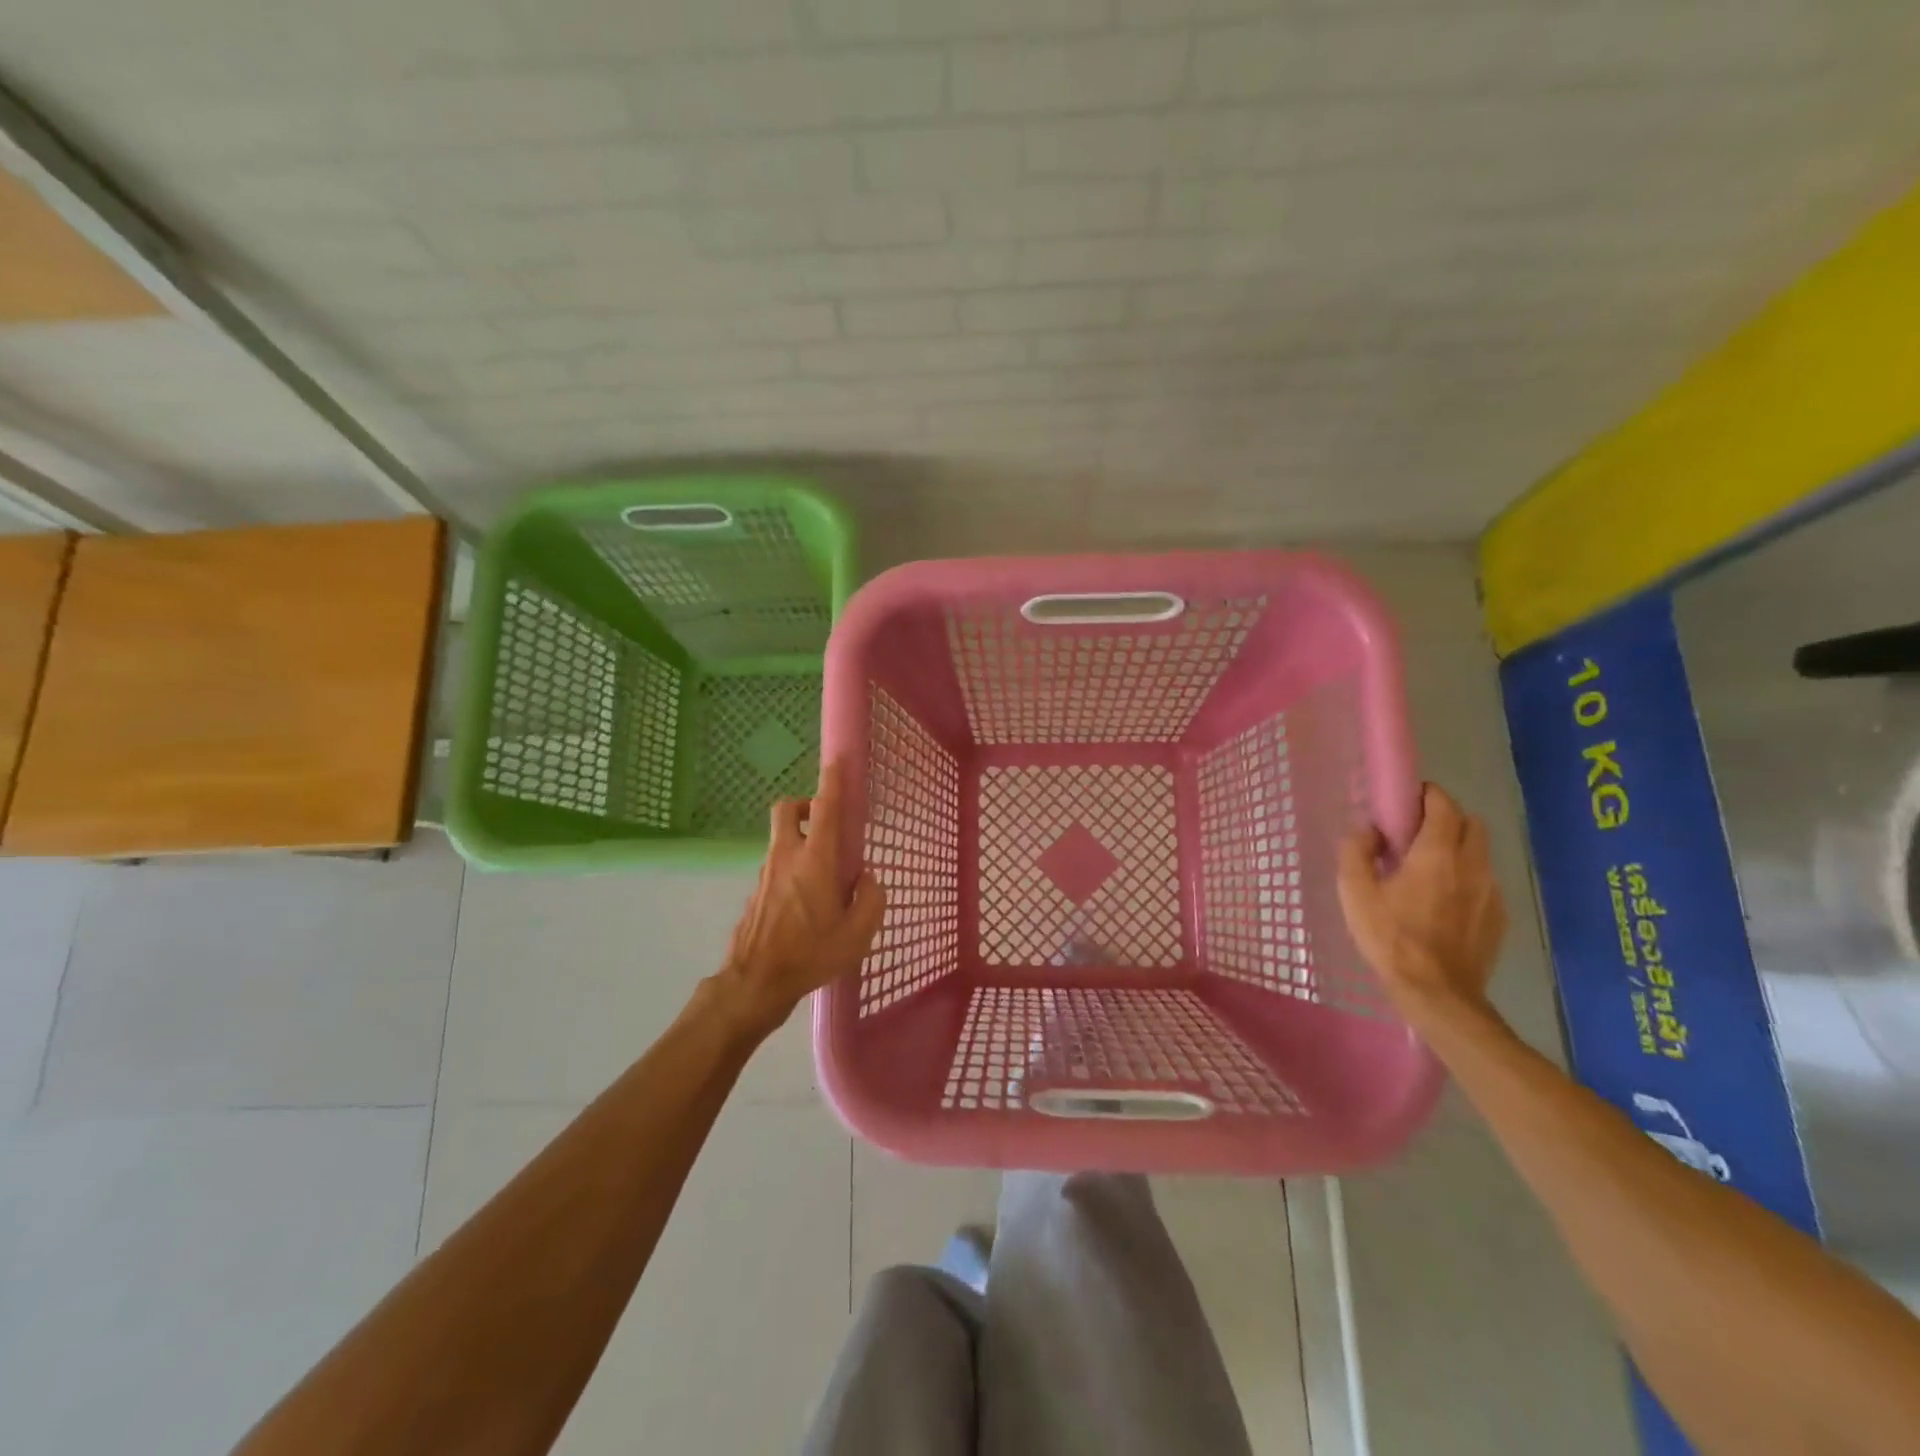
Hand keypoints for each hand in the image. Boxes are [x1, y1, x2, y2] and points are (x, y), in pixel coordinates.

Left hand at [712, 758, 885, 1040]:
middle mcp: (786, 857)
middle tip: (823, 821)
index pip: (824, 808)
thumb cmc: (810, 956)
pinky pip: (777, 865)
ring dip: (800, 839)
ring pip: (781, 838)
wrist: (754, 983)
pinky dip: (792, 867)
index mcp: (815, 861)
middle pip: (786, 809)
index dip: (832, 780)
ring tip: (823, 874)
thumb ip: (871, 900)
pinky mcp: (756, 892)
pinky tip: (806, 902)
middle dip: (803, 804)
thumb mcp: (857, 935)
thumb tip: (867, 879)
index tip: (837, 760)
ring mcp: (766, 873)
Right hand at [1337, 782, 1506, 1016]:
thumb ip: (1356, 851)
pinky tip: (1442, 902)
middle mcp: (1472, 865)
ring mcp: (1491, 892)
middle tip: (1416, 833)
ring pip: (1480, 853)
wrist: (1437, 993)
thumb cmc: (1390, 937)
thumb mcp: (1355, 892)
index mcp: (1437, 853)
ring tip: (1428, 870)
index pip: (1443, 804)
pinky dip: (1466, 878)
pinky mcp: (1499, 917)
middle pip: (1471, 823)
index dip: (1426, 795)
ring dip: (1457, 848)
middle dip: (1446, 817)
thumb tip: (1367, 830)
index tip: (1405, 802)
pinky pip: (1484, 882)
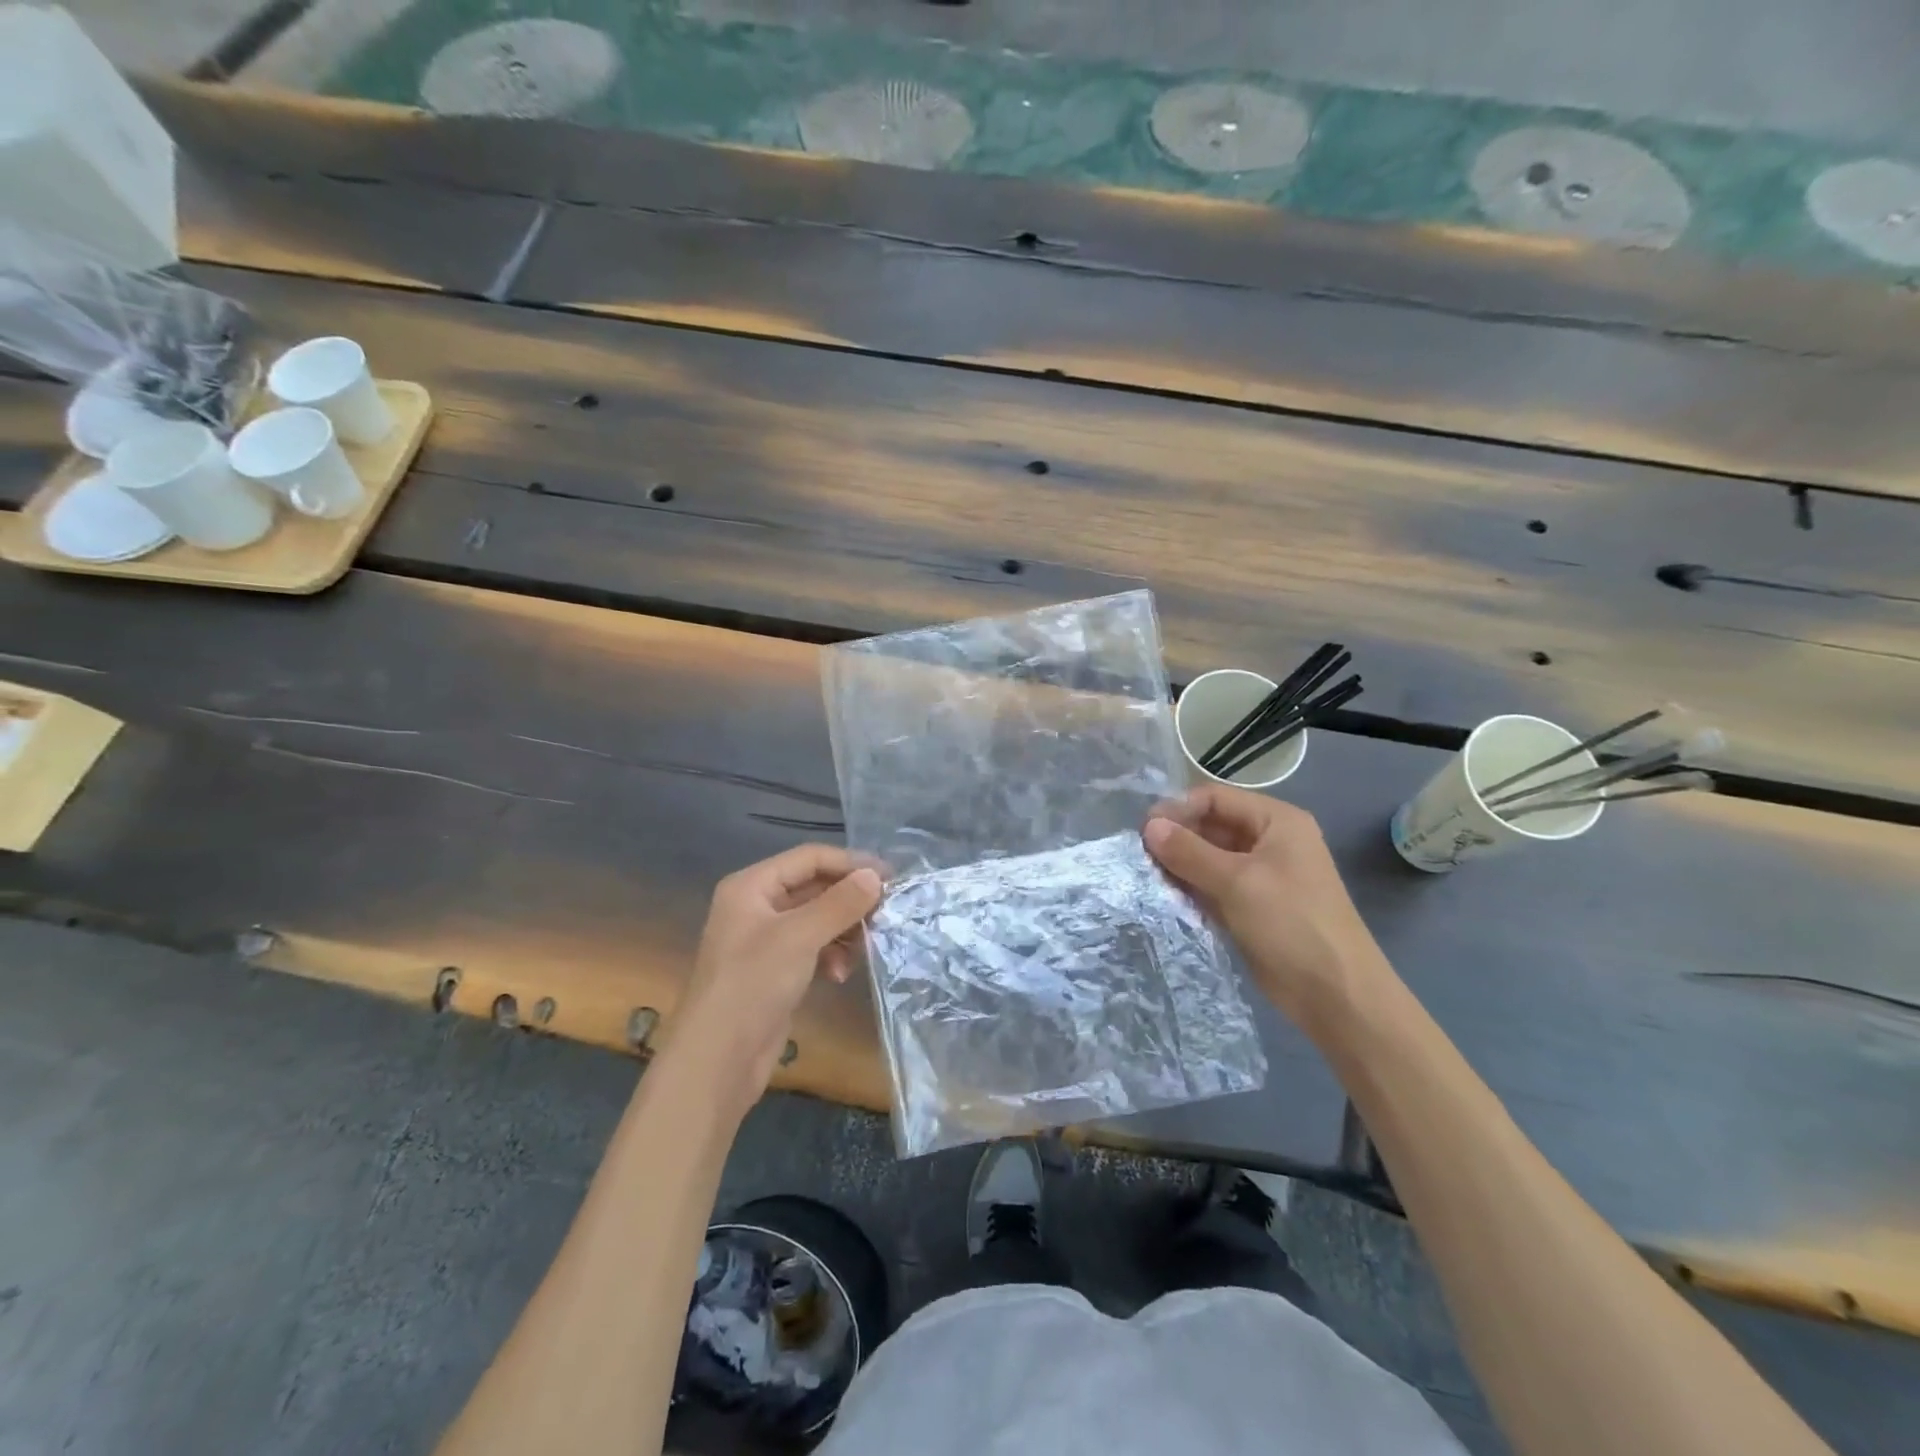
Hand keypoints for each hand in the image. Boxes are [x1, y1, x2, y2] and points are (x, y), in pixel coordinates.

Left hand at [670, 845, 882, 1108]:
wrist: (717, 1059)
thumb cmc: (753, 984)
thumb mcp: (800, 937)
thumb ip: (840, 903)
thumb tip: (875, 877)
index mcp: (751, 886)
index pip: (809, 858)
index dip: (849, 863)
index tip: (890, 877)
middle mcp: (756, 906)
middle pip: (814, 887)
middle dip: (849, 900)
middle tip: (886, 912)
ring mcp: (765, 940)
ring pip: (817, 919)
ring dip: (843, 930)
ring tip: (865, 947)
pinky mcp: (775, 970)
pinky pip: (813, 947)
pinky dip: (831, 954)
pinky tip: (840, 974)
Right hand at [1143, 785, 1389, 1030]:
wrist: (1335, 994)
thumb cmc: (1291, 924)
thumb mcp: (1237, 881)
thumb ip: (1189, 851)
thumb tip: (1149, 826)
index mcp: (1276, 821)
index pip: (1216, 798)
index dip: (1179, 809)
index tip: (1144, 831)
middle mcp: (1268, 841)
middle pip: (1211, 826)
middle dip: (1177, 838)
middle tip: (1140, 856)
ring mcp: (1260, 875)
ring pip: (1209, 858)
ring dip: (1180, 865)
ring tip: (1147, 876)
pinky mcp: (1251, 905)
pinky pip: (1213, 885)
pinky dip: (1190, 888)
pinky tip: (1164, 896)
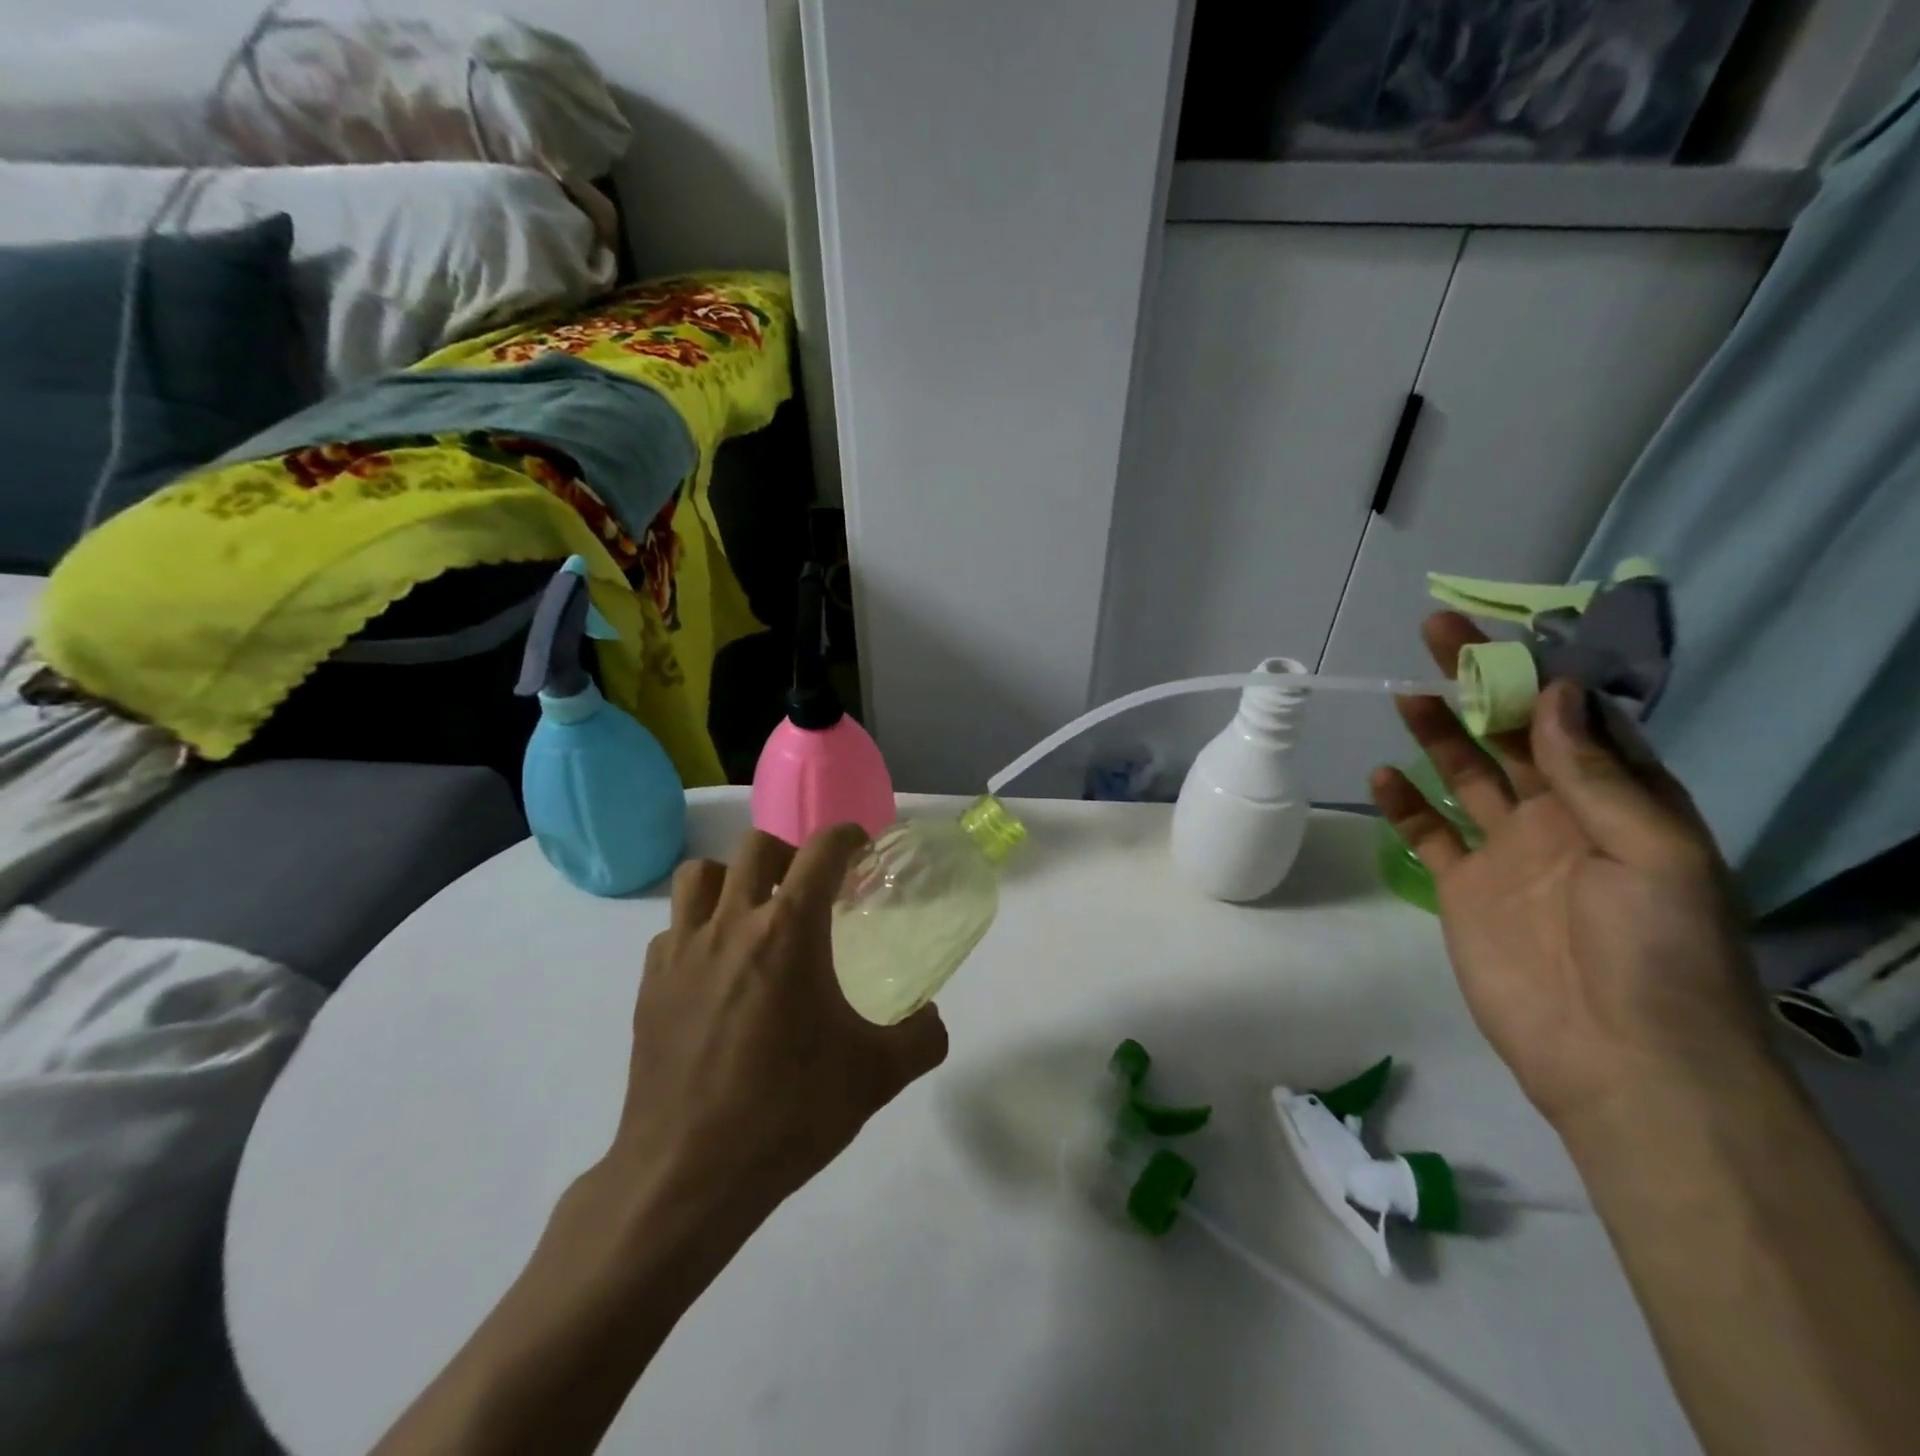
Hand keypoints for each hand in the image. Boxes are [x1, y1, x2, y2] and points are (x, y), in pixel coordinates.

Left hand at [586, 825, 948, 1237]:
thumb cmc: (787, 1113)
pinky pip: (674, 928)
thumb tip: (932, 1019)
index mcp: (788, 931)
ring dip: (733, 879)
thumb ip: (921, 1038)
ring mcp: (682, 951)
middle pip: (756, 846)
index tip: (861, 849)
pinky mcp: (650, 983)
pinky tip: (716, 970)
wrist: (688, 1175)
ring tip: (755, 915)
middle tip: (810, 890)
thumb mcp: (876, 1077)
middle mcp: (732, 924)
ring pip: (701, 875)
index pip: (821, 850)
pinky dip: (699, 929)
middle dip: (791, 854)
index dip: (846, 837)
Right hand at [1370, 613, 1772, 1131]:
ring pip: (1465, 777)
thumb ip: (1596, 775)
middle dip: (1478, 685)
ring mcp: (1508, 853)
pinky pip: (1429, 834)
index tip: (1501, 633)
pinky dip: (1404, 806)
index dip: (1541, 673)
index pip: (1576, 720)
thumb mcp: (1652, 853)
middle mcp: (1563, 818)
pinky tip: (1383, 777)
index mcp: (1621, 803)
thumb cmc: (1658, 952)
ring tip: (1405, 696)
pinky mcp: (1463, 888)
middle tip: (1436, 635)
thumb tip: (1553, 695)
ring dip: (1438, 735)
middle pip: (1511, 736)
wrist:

* Your task: Your task is to repeat exactly the lines from the beginning of the data to the line that contains "ring mcp: (1491, 892)", both ends included, leaving out pictures.

* Result of the exercise:
Hand keypoints for each hand in the image. Boxes are [x1, y1, x2, y2] and points are (x, y), in pixel coordinates.

Left hand at [712, 758, 885, 1040]:
middle mcp: (786, 857)
middle tip: (823, 821)
index pip: (824, 808)
thumb cmc: (810, 956)
pinky pip: (777, 865)
ring dip: (800, 839)
ring pip: (781, 838)
wrist: (754, 983)
pinky dip: (792, 867)
index mcp: (815, 861)
middle pip: (786, 809)
index dip: (832, 780)
ring tip: (823, 874)
thumb ip: (871, 900)
pinky mcp: (756, 892)
pinky tip: (806, 902)
middle dip: (803, 804)
thumb mcp: (857, 935)
thumb tip: (867, 879)
index tip: (837, 760)
ring mcp: (766, 873)
Right hand at [1337, 782, 1506, 1016]:
thumb ip: (1356, 851)
pinky tip: (1442, 902)
middle mcp: (1472, 865)
ring mcp: (1491, 892)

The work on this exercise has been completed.